Find how many lines of the entries contain the word "WEEPING", then report that figure alone.

_Records for the task_:

- - -

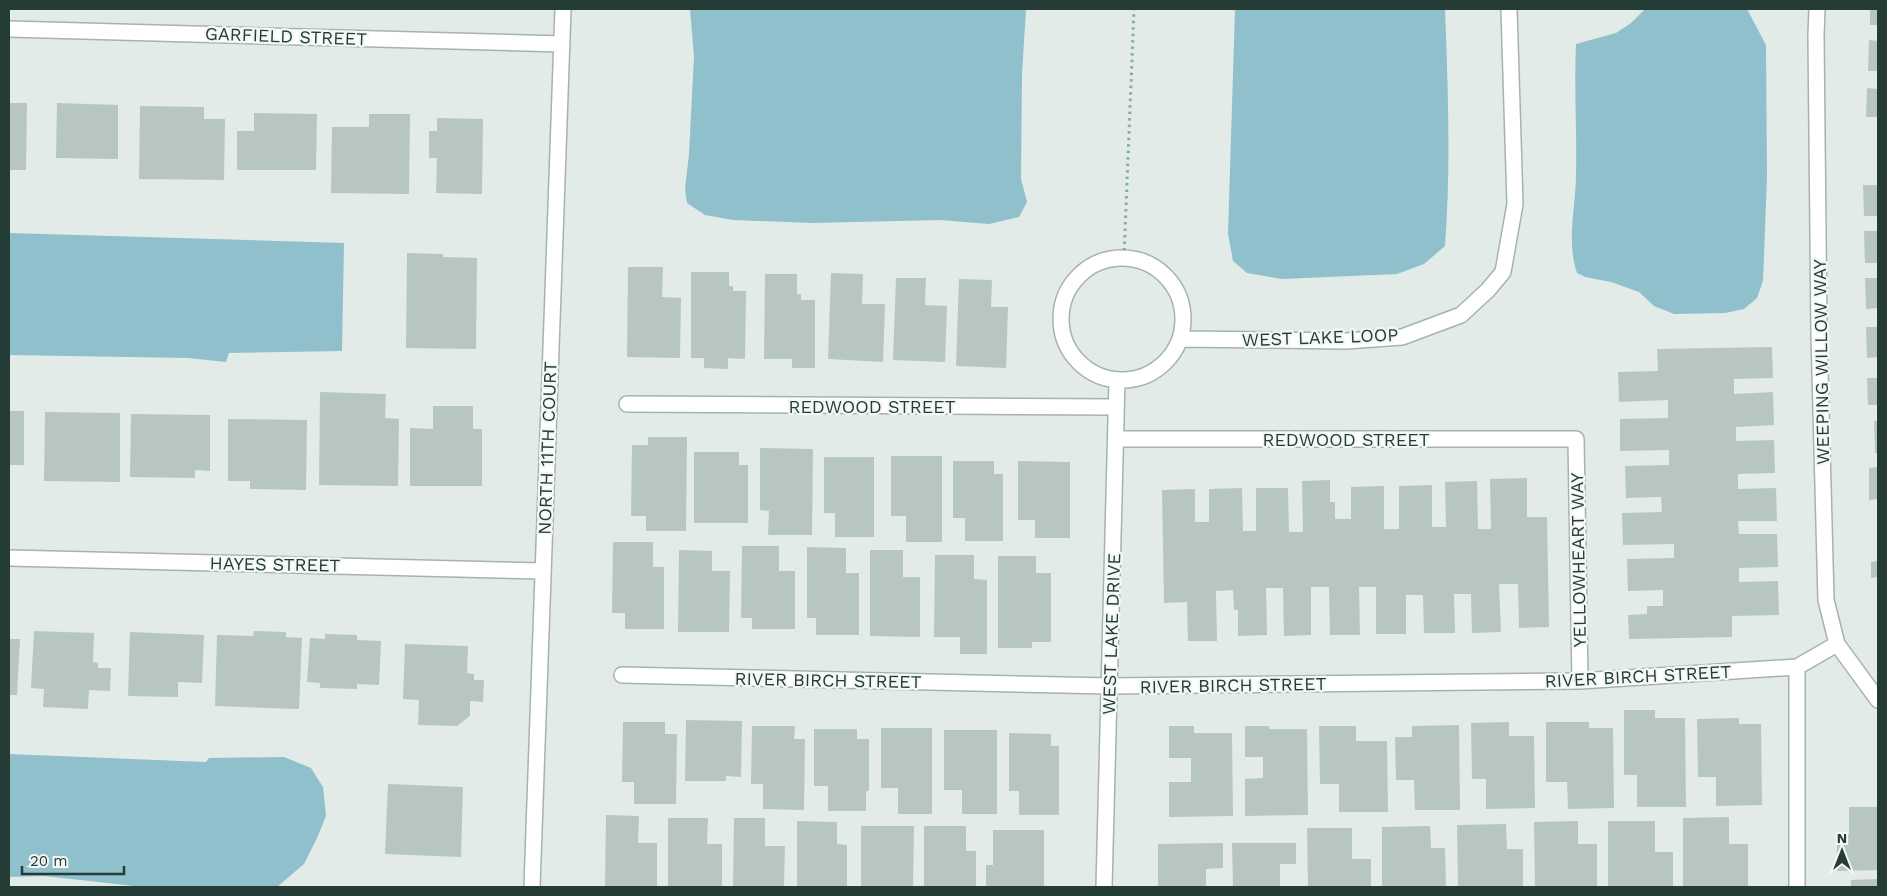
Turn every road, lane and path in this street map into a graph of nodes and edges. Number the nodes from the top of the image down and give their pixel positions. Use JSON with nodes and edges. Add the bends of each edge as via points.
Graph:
{"nodes":[{"id":1,"x":563,"y":9,"type":"edge"},
{"id":2,"x":1134,"y":9,"type":"edge"},
{"id":3,"x":1509,"y":9,"type":"edge"},
{"id":4,"x":1817,"y":9,"type":"edge"},
{"id":5,"x":9,"y":29,"type":"edge"},
{"id":6,"x":562,"y":44,"type":"junction"},
{"id":7,"x":1124,"y":257,"type":"junction"},
{"id":8,"x":1180,"y":339,"type":"junction"},
{"id":9,"x":1117,"y":380,"type":"junction"},
{"id":10,"x":627,"y":404,"type":"dead end"},
{"id":11,"x":1116,"y":407,"type":"junction"},
{"id":12,"x":1116,"y":439,"type":"junction"},
{"id":13,"x":1576,"y":439,"type":"joint"},
{"id":14,"x":9,"y":558,"type":"edge"},
{"id":15,"x":542,"y":571,"type":"junction"},
{"id":16,"x":1837,"y":644,"type":"junction"},
{"id":17,"x":1797,"y":667,"type":"junction"},
{"id":18,"x":622,"y":675,"type":"dead end"},
{"id":19,"x":1580,"y":681,"type":"junction"},
{"id":20,"x":1109,"y":686,"type":"junction"},
{"id":21,"x":1878,"y":700,"type":"edge"},
{"id":22,"x":532,"y":887,"type":"edge"},
{"id":23,"x":1104,"y":887,"type":"edge"},
{"id":24,"x":1797,"y":887,"type":"edge"}],
"edges":[{"from":1,"to":6,"type":"street","name":"NORTH 11TH COURT"},
{"from":2,"to":7,"type":"path"},
{"from":3,"to":8,"type":"street","name":"WEST LAKE LOOP","via":[[1516,204],[1503,272],[1488,290],[1461,316],[1402,337]]},
{"from":4,"to":16,"type":"street","name":"WEEPING WILLOW WAY","via":[[1819,334],[1826,600]]},
{"from":5,"to":6,"type":"street","name":"GARFIELD STREET"},
{"from":6,"to":15,"type":"street","name":"NORTH 11TH COURT"},
{"from":7,"to":8,"type":"street","via":[[1143,261],[1160,270],[1173,284],[1182,301],[1184,321]]},
{"from":7,"to":9,"type":"street","via":[[1100,261],[1080,273],[1066,293],[1060,316],[1064,339],[1076,359],[1094,374]]},
{"from":8,"to":9,"type":"street","via":[[1170,357],[1156,370],[1138,379]]},
{"from":9,"to":11,"type":"street","name":"WEST LAKE DRIVE"},
{"from":10,"to":11,"type":"street","name":"REDWOOD STREET"},
{"from":11,"to":12,"type":"street","name":"WEST LAKE DRIVE"},
{"from":12,"to":13,"type":"street","name":"REDWOOD STREET"},
{"from":12,"to":20,"type":"street","name":"WEST LAKE DRIVE"},
{"from":13,"to":19,"type":"street","name":"YELLOWHEART WAY"},
{"from":14,"to":15,"type":"street","name":"HAYES STREET"},
{"from":15,"to":22,"type":"street","name":"NORTH 11TH COURT"},
{"from":16,"to":17,"type":"street","name":"RIVER BIRCH STREET"},
{"from":16,"to":21,"type":"street","name":"WEEPING WILLOW WAY"},
{"from":17,"to":19,"type":"street","name":"RIVER BIRCH STREET"},
{"from":17,"to":24,"type":"street"},
{"from":18,"to":20,"type":"street","name":"RIVER BIRCH STREET"},
{"from":19,"to":20,"type":"street","name":"RIVER BIRCH STREET"},
{"from":20,"to":23,"type":"street","name":"WEST LAKE DRIVE"}]}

- - -

_Answer_: 2